— What the exercise asks —
Every entry in the data that follows should come back exactly, pictures aside.

════

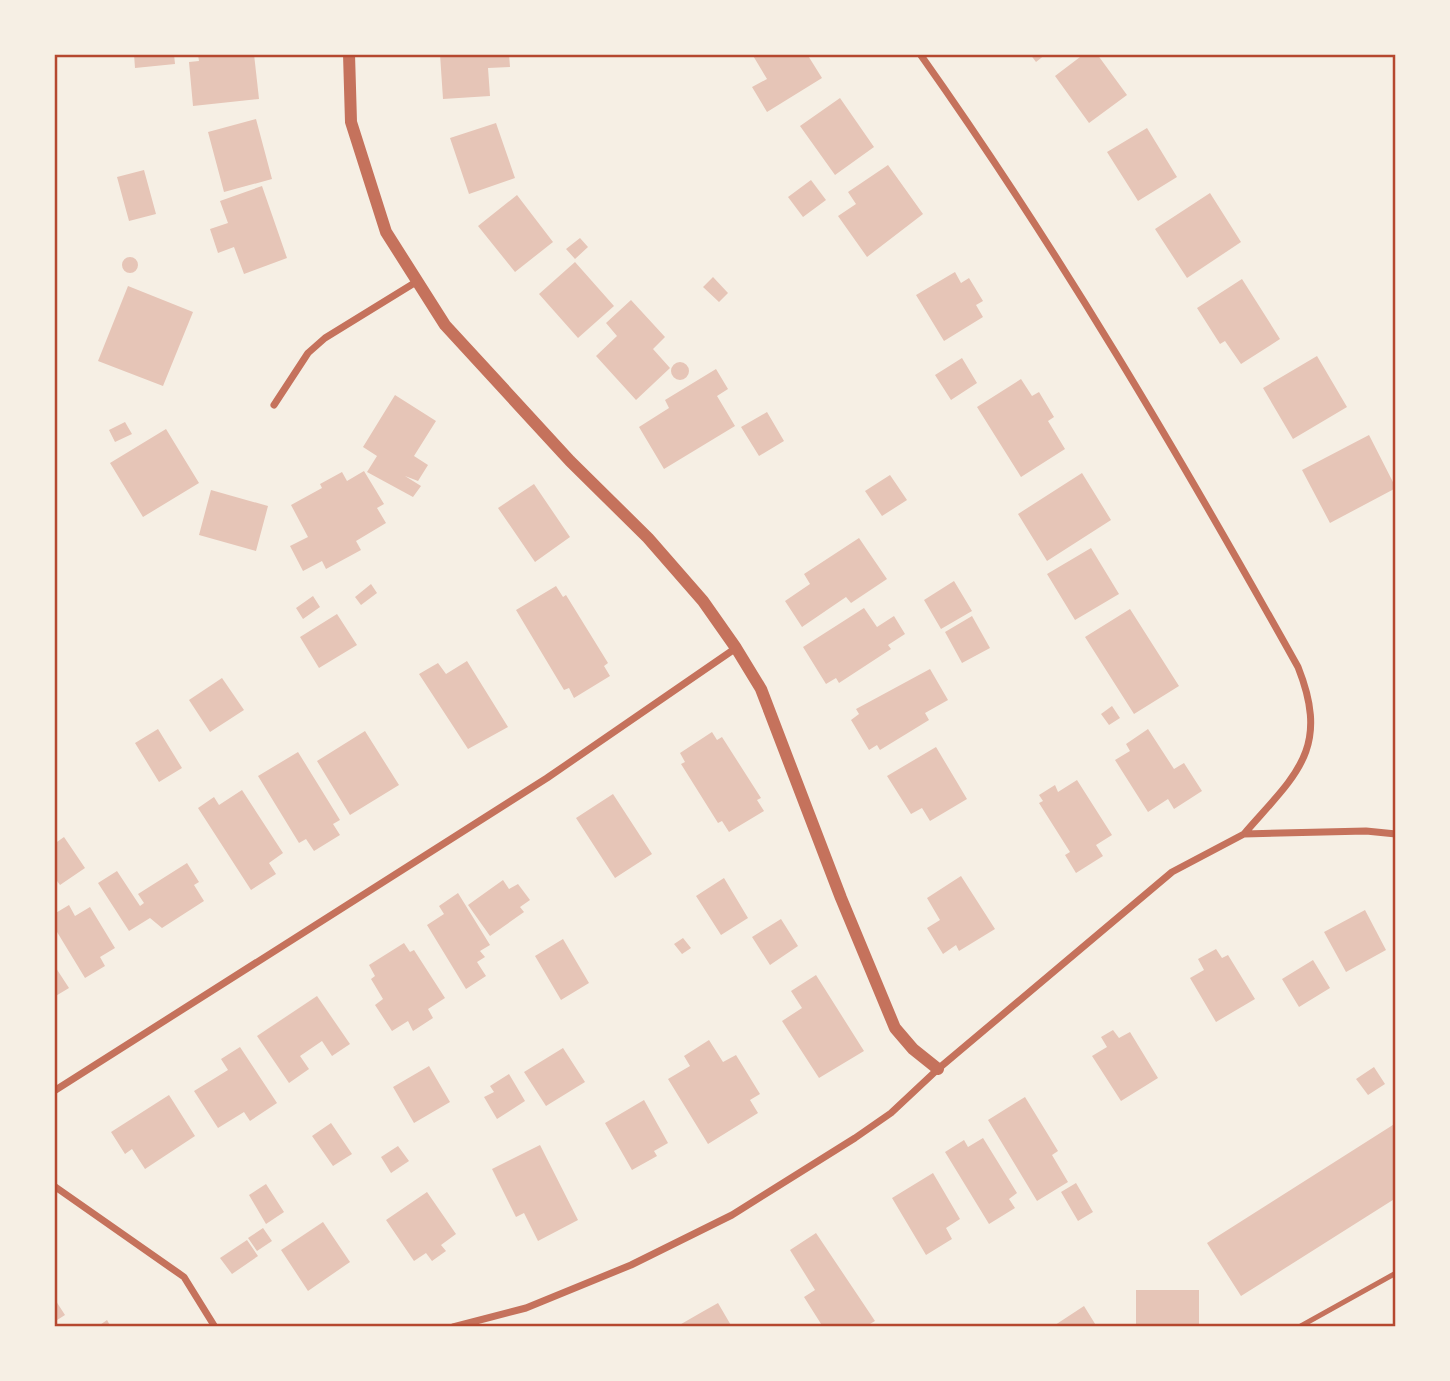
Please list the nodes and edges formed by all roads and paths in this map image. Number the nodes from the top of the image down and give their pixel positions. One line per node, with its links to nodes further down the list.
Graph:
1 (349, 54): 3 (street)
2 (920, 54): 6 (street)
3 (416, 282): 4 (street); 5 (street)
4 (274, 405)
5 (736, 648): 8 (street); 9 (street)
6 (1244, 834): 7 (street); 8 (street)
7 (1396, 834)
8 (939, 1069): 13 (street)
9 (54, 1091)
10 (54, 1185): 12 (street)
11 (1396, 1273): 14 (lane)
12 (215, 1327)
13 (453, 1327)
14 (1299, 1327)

════

— Expected answer —
Please list the nodes and edges formed by all roads and paths in this map image. Number the nodes from the top of the image down and give their pixel positions. One line per node, with its links to nodes further down the list.
Graph:
1 (349, 54): 3 (street)
2 (920, 54): 6 (street)
3 (416, 282): 4 (street); 5 (street)
4 (274, 405)
5 (736, 648): 8 (street); 9 (street)
6 (1244, 834): 7 (street); 8 (street)
7 (1396, 834)
8 (939, 1069): 13 (street)
9 (54, 1091)
10 (54, 1185): 12 (street)
11 (1396, 1273): 14 (lane)
12 (215, 1327)
13 (453, 1327)
14 (1299, 1327)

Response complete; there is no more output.